Site characteristics and experimental design

In this study, agricultural soils with five SOM contents were collected in 2015 from the following three different locations with the same climate type (the moderate temperate continental climate) in Northeast China (Table S3 and Fig. 1): Bei’an (BA), Hailun (HL), and Dehui (DH). Their MAT and MAP range from 1.0 to 4.4 and 520 to 550, respectively. After collection, the samples were transported to the Hailun Agricultural Ecological Experimental Station (HL), where the samples were packed into the same PVC tubes. Moving the soil from these three initial sampling points to the HL may have had some influence on the microbes, but compared with longer-distance soil translocation across different climatic zones, the HL site can be regarded as an in situ site that reflects the original climatic conditions. The SOM contents were 2%, 3%, 5%, 7%, and 9% (equivalent to 10, 18, 28, 36, and 56 g C kg−1 soil−1, respectively), and all the soils were classified as Mollisols according to the FAO classification. Here, we designed a unique latitudinal soil translocation experiment to investigate the relationship between the bacterial and fungal community stability and the responses of soil C molecular structure to climate warming. The detailed protocol for the experiment was the following: (1) Forty kilograms of topsoil (0–25 cm) was collected for each SOM. The latitude and longitude of the sampling sites and soil geochemical characteristics are shown in Tables S3 and S4. Detailed data can be found in Supplementary Data 1. (2) The soil was homogenized using a 2 mm sieve and filled with sterilized PVC tubes. The PVC tube was 5 cm in diameter at the bottom and 31 cm in height. Each tube was filled with a 25 cm-high soil column, which corresponded to approximately 1 kg of soil. The bottom of the pipe was filled with 1 cm quartz sand, and a 5 cm space was left at the top. (3) From October to November 2015, 90 PVC pipes containing soil (5 SOM gradients × 3 replicates × 6 climatic conditions) were transported to six ecological research stations with different geoclimatic conditions and SOM contents, and 15 PVC pipes were placed in each station. Once the experiment was set up, the weeds growing in each PVC pipe were manually removed every 2–3 weeks to avoid the impact of plants.

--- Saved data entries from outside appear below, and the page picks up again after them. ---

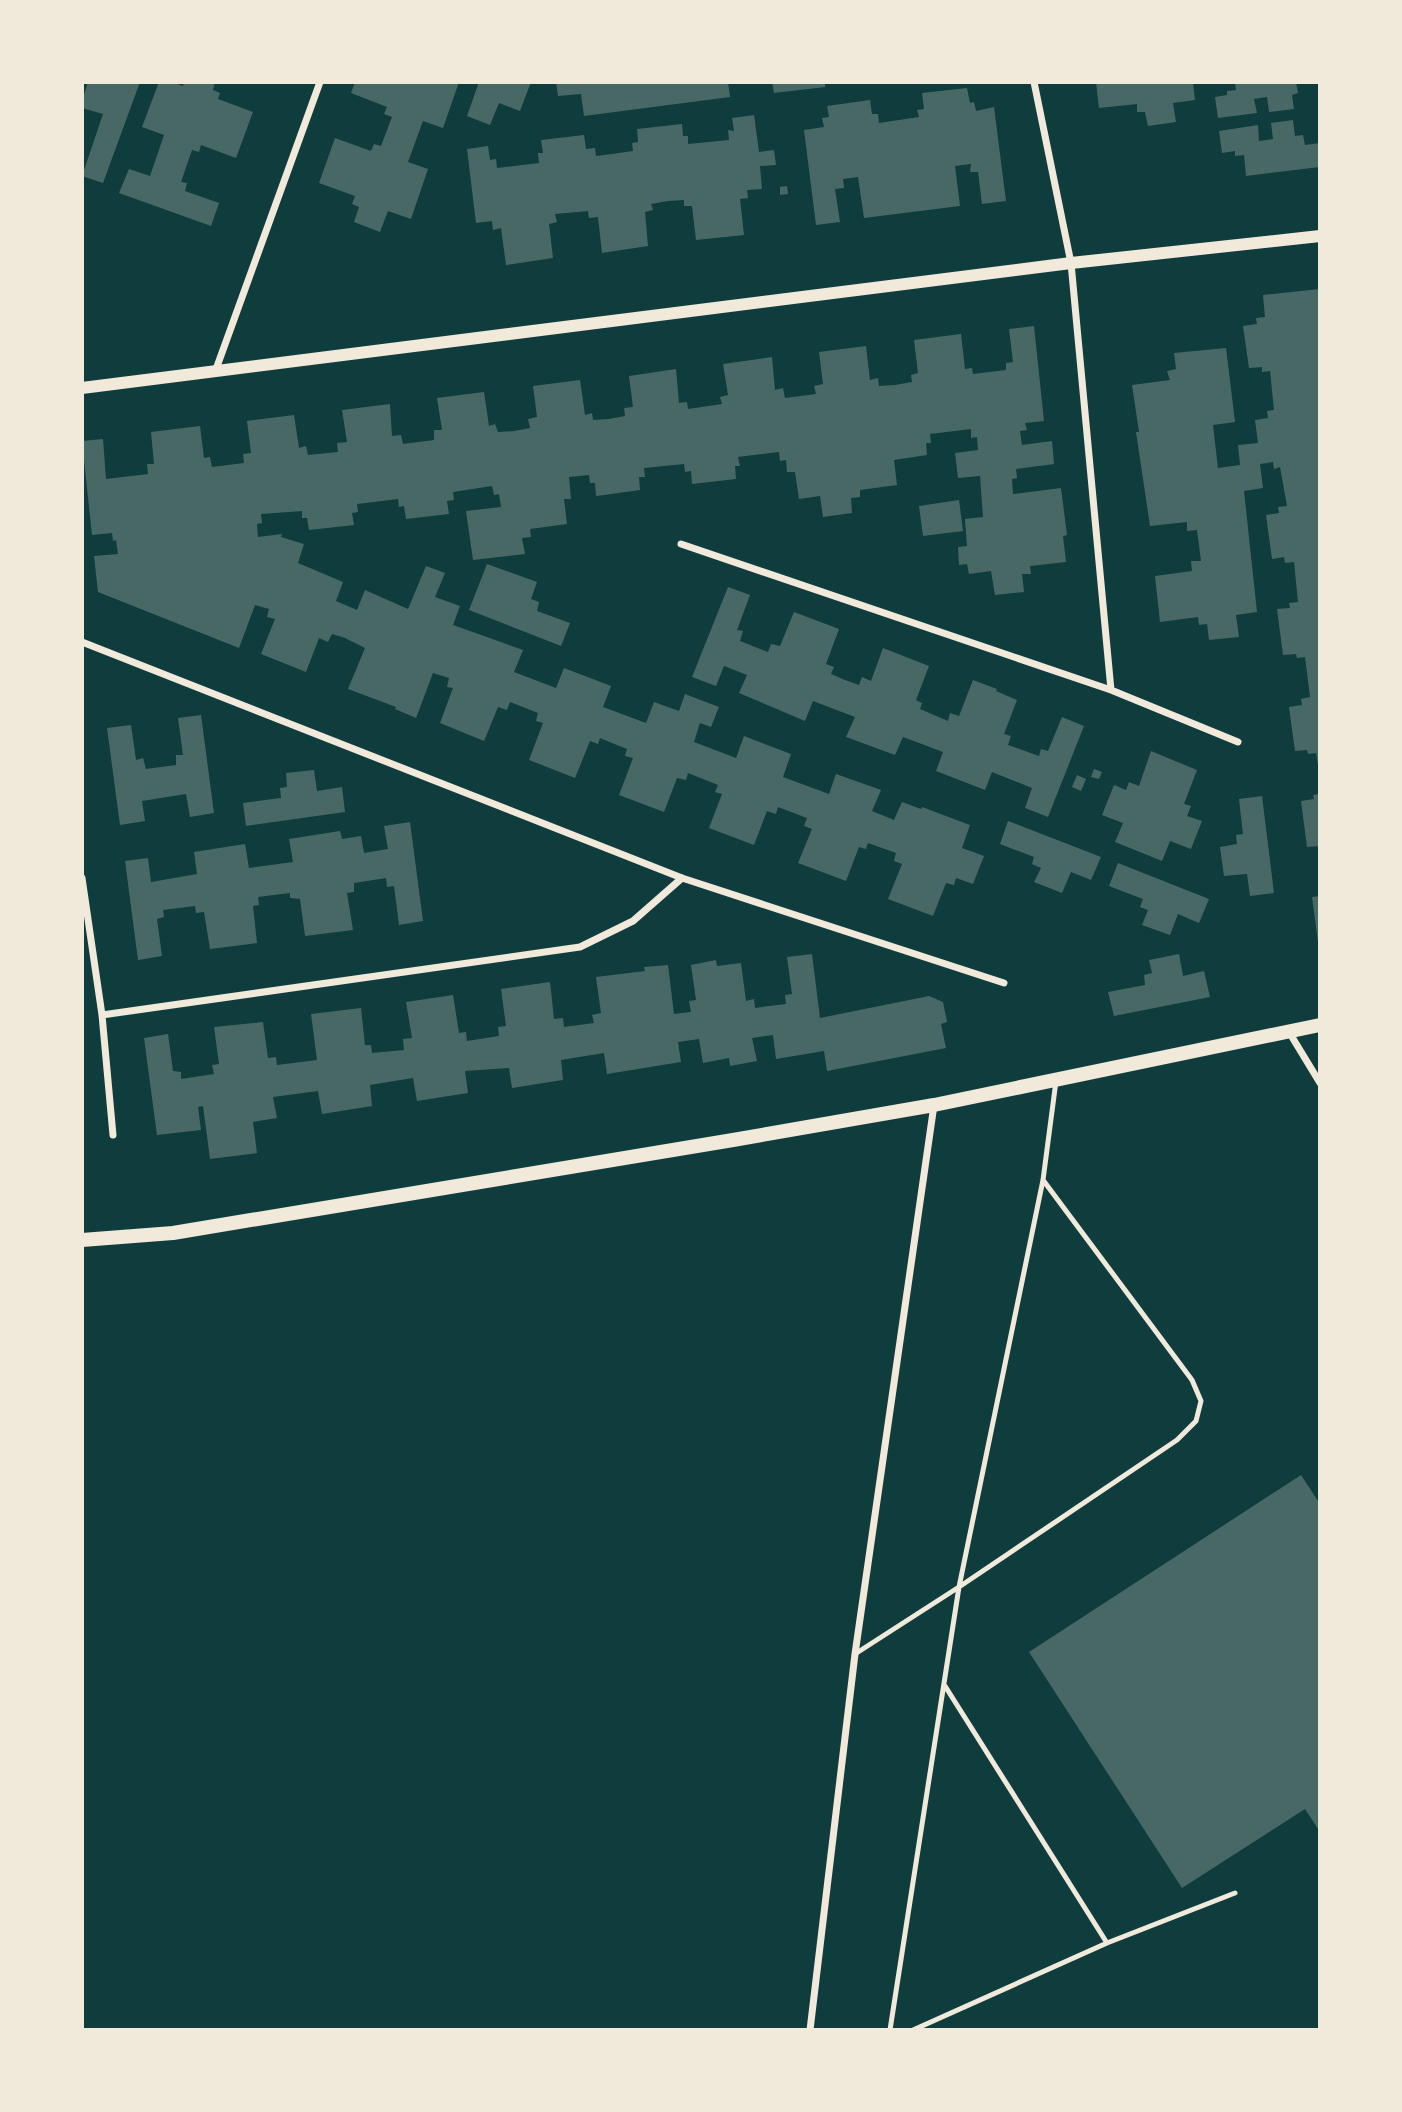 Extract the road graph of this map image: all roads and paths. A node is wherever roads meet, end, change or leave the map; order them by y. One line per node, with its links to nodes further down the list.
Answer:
1 (320, 82): 5 (street)
2 (1034, 82): 4 (street)
3 (1320, 236): 4 (street)
4 (1071, 263): 5 (street); 9 (street)
5 (215, 373): 6 (street)
6 (82, 388)
7 (681, 544): 9 (street)
8 (82, 642): 12 (street)
9 (1111, 690): 10 (street)
10 (1238, 742)
11 (82, 878): 14 (street)
12 (682, 878): 13 (street); 14 (street)
13 (1004, 983)
14 (102, 1014): 20 (street)
15 (1320, 1025): 16 (main road)
16 (1289, 1032): 17 (main road); 18 (street)
17 (1056, 1080): 19 (main road); 21 (lane)
18 (1320, 1083)
19 (934, 1105): 22 (main road); 24 (street)
20 (114, 1135)
21 (1043, 1180): 23 (lane); 23 (lane)
22 (82, 1240)
23 (959, 1587): 24 (lane); 25 (lane)
24 (855, 1654): 28 (street)
25 (945, 1686): 27 (lane); 29 (lane)
26 (1235, 1893): 27 (lane)
27 (1107, 1943): 30 (lane)
28 (810, 2030)
29 (890, 2030)
30 (913, 2030) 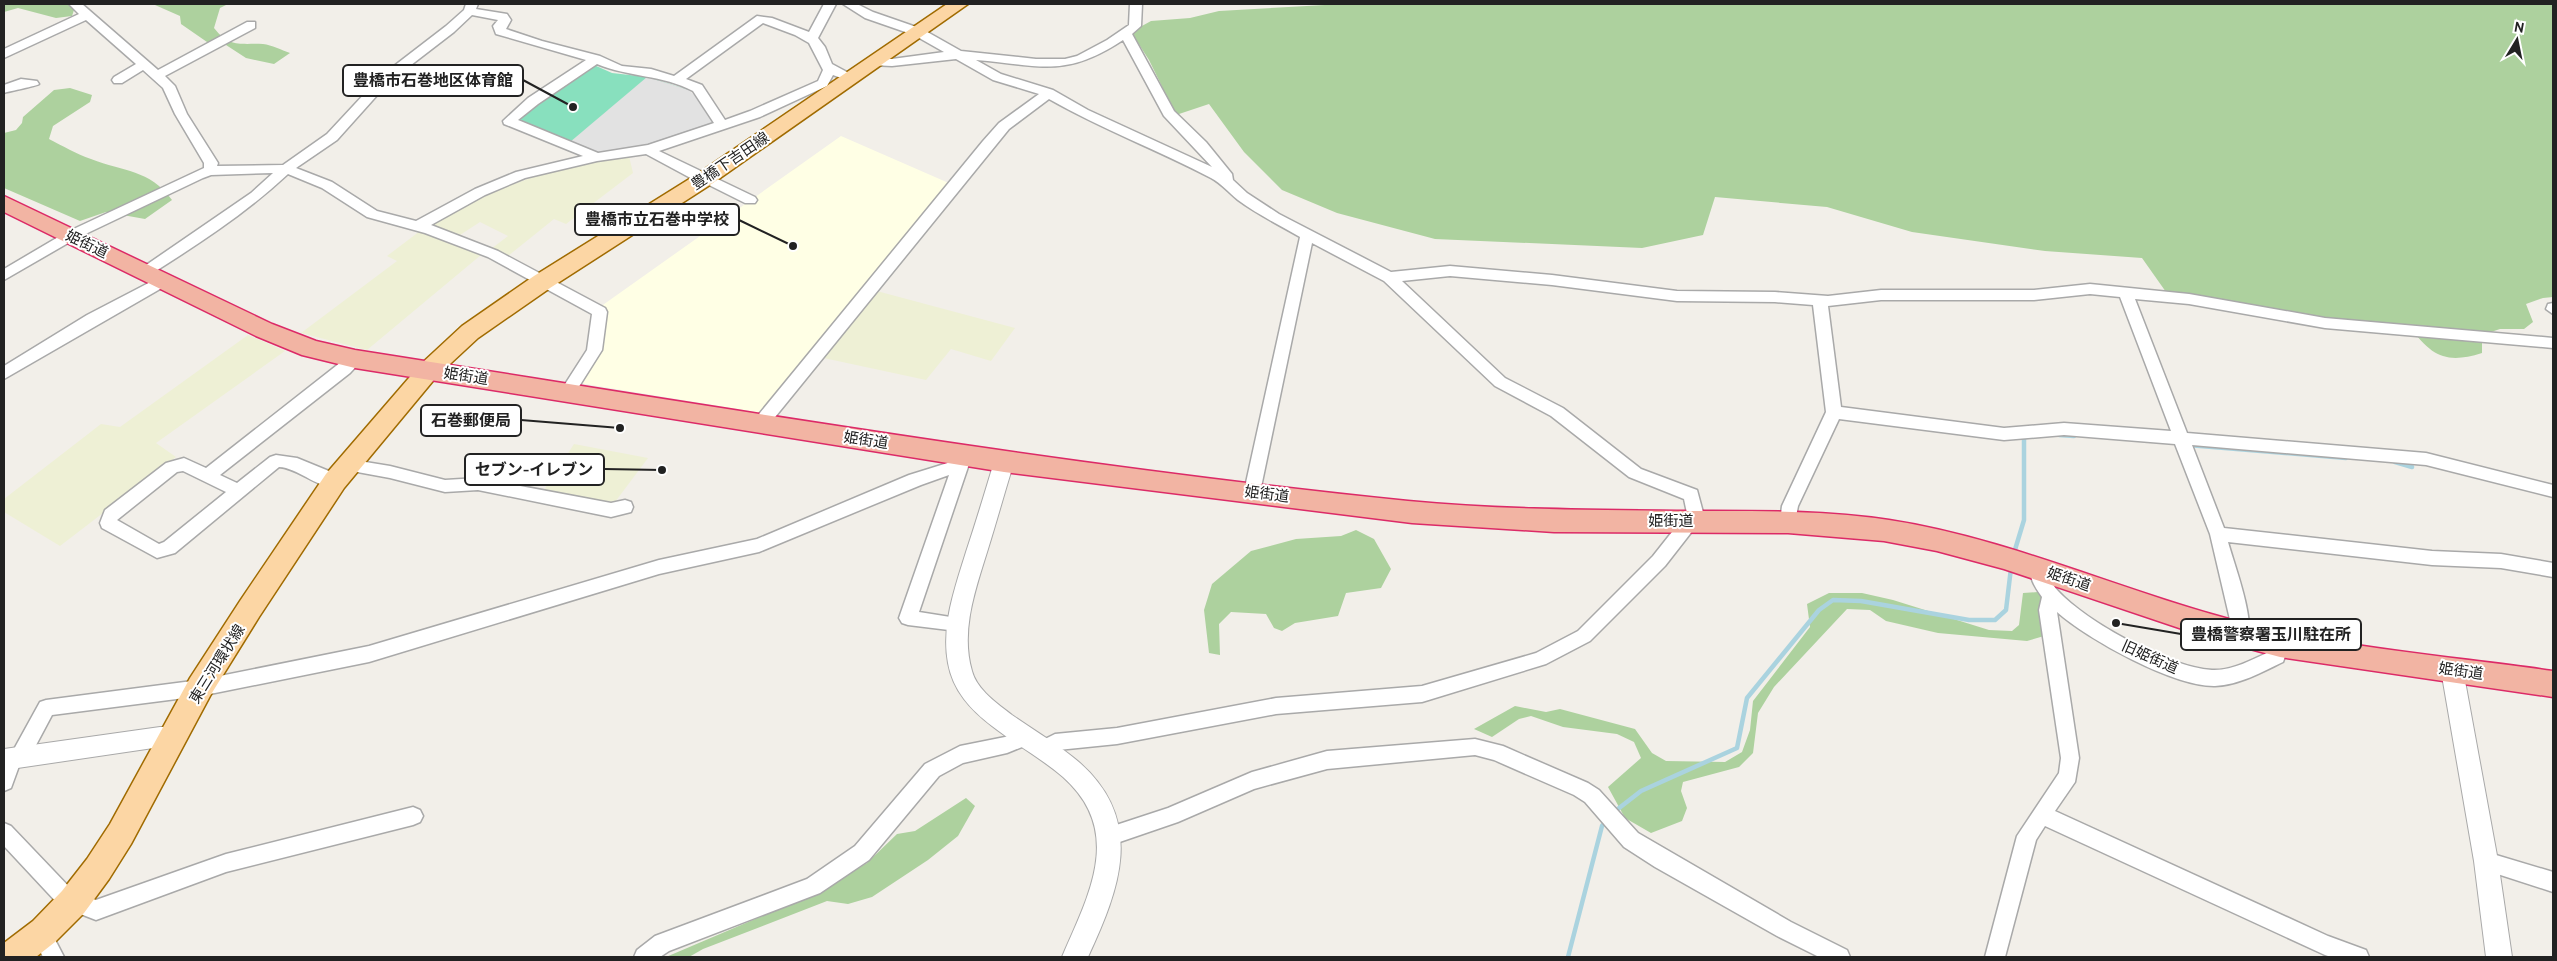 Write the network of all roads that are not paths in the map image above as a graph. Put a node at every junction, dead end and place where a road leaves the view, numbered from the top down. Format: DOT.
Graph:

The six ecological research stations were the Hailun Agricultural Ecological Experimental Station (HL, N 47°27′, E 126°55′) in Heilongjiang Province, Shenyang Agriculture Ecological Experimental Station (SY, N 41°49′, E 123°33′) in Liaoning Province, Fengqiu Agricultural Ecological Experimental Station (FQ, N 35°03′, E 114°23′) in Henan Province, Changshu Agricultural Ecological Experimental Station (CS, N 31°41′, E 120°41′) in Jiangsu Province, Yingtan Red Soil Ecological Experiment Station (YT, N 28°12′, E 116°55′) in Jiangxi Province and Guangzhou National Agricultural Science and Technology Park (GZ, N 23°23′, E 113°27′) in Guangdong Province. The MAT and MAP at the six ecological research stations ranged from 1.5 to 21.9 °C and from 550 to 1750 mm from north to south, respectively. Details of their climatic conditions (e.g., climatic types) are shown in Table S5. All tubes were removed from each station after 1 year.

The soil samples were stored on dry ice and rapidly transported back to the laboratory. The soil pH was measured by the potentiometric method. Nitrate (NO3-N) and ammonium nitrogen (NH4+-N) were measured by the Kjeldahl method. DOC was measured using a total organic carbon analyzer (Shimadzu Corporation, Kyoto, Japan). SOC was determined by wet digestion using the potassium dichromate method53. Microbial biomass C (MBC) was measured by the chloroform fumigation-incubation method54. All geochemical attributes are shown in Table S4.

Solid-state 13C NMR analysis of soil C molecular groups

Solid-state 13C NMR spectroscopy analysis was performed to determine the molecular structure of SOC. A Bruker-Avance-iii-300 spectrometer was used at a frequency of 75 MHz (300 MHz 1H). Before the examination, the soil samples were pretreated with hydrofluoric acid to eliminate the interference of Fe3+ and Mn2+ ions in the soil. Specifically, 5 g of air-dried soil was weighed in a 100 ml centrifuge tube with 50 ml of hydrofluoric acid solution (10% v/v) and shaken for 1 h. The supernatant was then removed by centrifugation at 3000 rpm for 10 min. The residues were washed eight times with a hydrofluoric acid solution (10%) with ultrasonication. The oscillation program consisted of the following: four × 1 h, three × 12 h, and one × 24 h. The soil samples were washed with distilled water four times to remove the residual hydrofluoric acid. The above-mentioned treated soil samples were dried in an oven at 40 °C, ground and passed through a 60-mesh sieve for NMR measurements.

The soil samples were then subjected to solid-state magic-angle rotation-NMR measurements (AVANCE II 300 MH) using a 7 mm CPMAS probe with an observed frequency of 100.5 MHz, an MAS rotation frequency of 5000 Hz, a contact time of 2 s, and a cycle delay time of 2.5 s. The external standard material for the chemical shift was hexamethyl benzene (HMB, methyl 17.33 mg kg−1). The spectra were quantified by subdividing them into the following chemical shift regions55: 0–45 ppm (alkyl), 45–60 ppm (N-alkyl and methoxyl), 60–110 ppm (O-alkyl), 110–140 ppm (aryl), 140–160 ppm (O-aryl), 160–185 ppm (carboxy), and 185–230 ppm (carbonyl) (Fig. 3a). We classified O-alkyl, O-aryl, and carboxy C as labile C and alkyl, N-alkyl/methoxyl, and aryl C were classified as recalcitrant C.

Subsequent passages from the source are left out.